This latest suit also comes as governments around the world look to exert more control over cigarette labels. Last month, the U.K. Parliament voted in favor of a so-called plain-packaging law that would require cigarettes to be sold in uniform packs stripped of the distinctive logos and colors that make them easily identifiable. International tobacco companies like Japan Tobacco International Inc. and Imperial Tobacco Group PLC said they plan to challenge the proposed law in court.

Previously, U.S. tobacco companies only had to submit new tobacco products, like a new brand of cigarettes, and accompanying labels for FDA for approval. But under the March FDA requirement, tobacco companies argue, the FDA now will require them to get approval if they change an existing product's label.

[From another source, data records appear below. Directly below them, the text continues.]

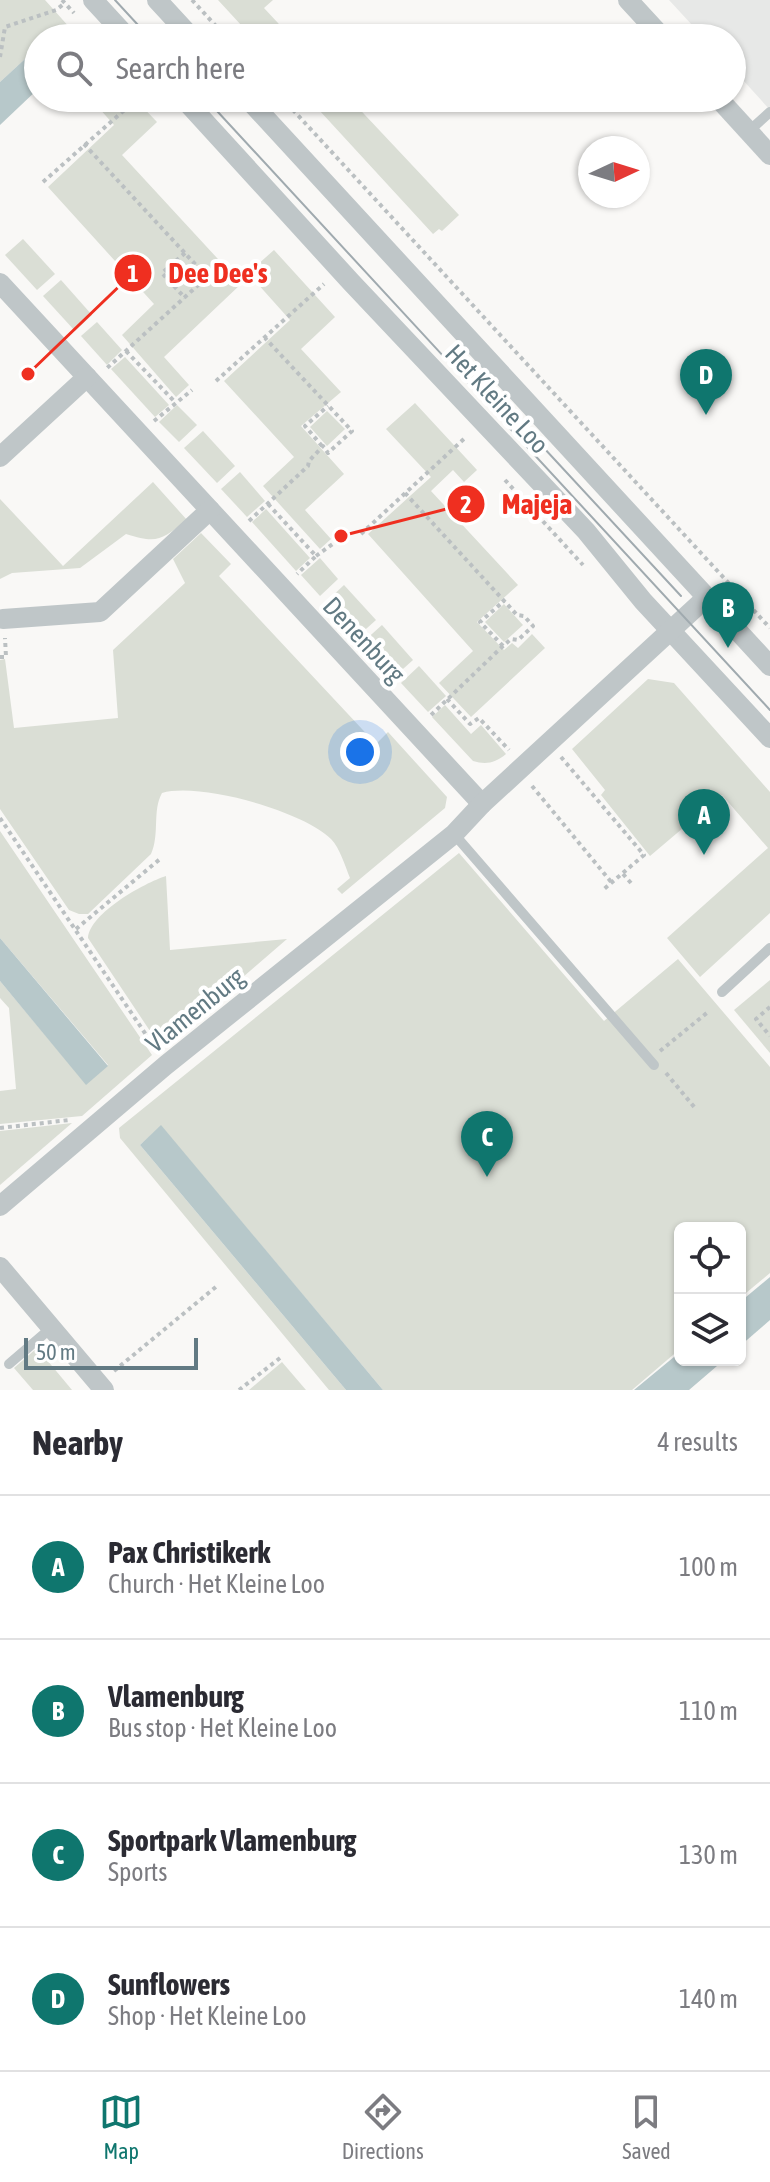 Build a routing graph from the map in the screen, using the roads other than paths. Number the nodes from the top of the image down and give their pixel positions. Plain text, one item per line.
1 (93, 0) edge
2 (157, 0) edge
3 (628, 0) edge
4 (115, 24) edge
5 (179, 24) edge
6 (650, 24) edge
7 (196, 112) edge
8 (260, 112) edge
9 (731, 112) edge
10 (770, 112) edge
11 (749, 131) junction
12 (770, 155) edge
13 (0, 283) edge
14 (90, 379) junction
15 (0, 457) edge
16 (210, 510) junction
17 (707, 597) junction
18 (3, 619) dead end
19 (671, 632) junction
20 (770, 666) edge
21 (770, 738) edge
22 (482, 804) junction
23 (454, 834) junction
24 (770, 948) edge
25 (722, 992) dead end
26 (652, 1062) road end
27 (0, 1206) edge
28 (0, 1267) edge
29 (51, 1328) junction
30 (9, 1364) dead end
31 (101, 1387) edge

1 - 4 street
2 - 5 street
3 - 6 street
7 - 19 street, Het Kleine Loo
8 - 17 street, Het Kleine Loo
9 - 11 street
10 - 11 lane
11 - 12 street
13 - 14 street, Denenburg
14 - 15 street
14 - 16 street, Denenburg
16 - 18 street
16 - 22 street, Denenburg
17 - 19 street, Vlamenburg
17 - 20 street, Het Kleine Loo
19 - 21 street, Het Kleine Loo
19 - 22 street, Vlamenburg
22 - 23 street, Vlamenburg
23 - 26 lane
23 - 27 street, Vlamenburg
24 - 25 lane
28 - 29 street
29 - 30 lane
29 - 31 street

For example, Newport-maker Lorillard submitted a new product and secured FDA approval in 2013 for its Non-Menthol Gold Box cigarettes. But under the new rules, a Lorillard spokesman said, if the company wanted to change the color of the product from gold to white nationally, it would have to submit it for FDA approval.

The companies argue that process has harmed them by "restricting [their] ability to modify their product labels without FDA pre-authorization and by chilling and restricting" free speech.

The tobacco companies say that if the FDA wants to require label approval, it should go through "notice-and-comment rule making" process. Doing so would take months and involve the FDA introducing a rule, the companies commenting on that rule, and the FDA reviewing those comments before completing the regulation.

A similar process for rules regarding e-cigarettes began nearly a year ago and measures still haven't been introduced.